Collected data
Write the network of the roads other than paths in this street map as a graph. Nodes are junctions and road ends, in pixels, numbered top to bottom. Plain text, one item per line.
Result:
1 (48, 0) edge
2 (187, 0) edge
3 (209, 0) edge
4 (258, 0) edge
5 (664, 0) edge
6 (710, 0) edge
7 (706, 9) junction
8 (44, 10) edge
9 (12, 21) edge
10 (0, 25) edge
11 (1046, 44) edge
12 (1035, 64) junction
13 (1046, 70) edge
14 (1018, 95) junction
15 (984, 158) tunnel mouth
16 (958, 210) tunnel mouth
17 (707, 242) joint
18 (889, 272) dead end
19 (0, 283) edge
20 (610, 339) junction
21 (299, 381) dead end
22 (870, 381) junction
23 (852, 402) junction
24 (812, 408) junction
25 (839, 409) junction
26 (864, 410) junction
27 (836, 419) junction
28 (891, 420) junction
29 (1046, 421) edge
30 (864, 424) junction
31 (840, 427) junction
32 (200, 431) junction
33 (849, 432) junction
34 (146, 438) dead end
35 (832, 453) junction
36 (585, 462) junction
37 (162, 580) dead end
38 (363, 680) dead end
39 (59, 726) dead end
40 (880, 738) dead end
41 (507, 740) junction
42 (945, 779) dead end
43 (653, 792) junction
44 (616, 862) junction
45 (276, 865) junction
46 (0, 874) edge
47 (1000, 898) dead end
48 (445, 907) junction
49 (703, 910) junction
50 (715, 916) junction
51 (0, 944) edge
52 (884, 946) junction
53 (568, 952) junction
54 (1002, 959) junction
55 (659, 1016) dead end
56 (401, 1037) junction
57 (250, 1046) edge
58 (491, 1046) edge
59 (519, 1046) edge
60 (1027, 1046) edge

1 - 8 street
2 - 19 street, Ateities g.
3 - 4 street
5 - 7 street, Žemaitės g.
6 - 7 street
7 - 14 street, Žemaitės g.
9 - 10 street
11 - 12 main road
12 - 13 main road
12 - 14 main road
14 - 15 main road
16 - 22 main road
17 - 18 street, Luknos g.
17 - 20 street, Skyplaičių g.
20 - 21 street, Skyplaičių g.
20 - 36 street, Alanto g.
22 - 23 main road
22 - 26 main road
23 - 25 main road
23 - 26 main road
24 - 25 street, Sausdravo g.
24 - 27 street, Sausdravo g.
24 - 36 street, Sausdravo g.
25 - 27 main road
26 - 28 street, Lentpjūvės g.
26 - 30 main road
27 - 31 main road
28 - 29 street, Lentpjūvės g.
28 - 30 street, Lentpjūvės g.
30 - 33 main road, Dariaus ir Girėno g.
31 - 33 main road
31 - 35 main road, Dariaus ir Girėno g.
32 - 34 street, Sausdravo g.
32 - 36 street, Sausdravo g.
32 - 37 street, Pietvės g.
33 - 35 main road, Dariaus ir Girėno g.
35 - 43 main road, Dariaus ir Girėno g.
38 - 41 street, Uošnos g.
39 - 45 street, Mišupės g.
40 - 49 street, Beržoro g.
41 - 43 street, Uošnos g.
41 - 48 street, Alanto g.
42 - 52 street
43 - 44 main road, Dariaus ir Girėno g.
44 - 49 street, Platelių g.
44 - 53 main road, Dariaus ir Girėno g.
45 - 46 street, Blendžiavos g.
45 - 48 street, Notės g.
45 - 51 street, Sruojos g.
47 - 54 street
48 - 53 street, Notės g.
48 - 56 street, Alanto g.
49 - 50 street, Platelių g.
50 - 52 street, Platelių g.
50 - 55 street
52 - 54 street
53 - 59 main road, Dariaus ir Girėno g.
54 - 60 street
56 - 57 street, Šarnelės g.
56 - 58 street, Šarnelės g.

→ WHAT YOU NEED TO DO
For each line above that contains the word "Dariaus", give the line as it is written.

→ REPLY TO THE EXERCISE
30 - 33 main road, Dariaus ir Girėno g.
31 - 35 main road, Dariaus ir Girėno g.
33 - 35 main road, Dariaus ir Girėno g.
35 - 43 main road, Dariaus ir Girėno g.
43 - 44 main road, Dariaus ir Girėno g.
44 - 53 main road, Dariaus ir Girėno g.
53 - 59 main road, Dariaus ir Girėno g.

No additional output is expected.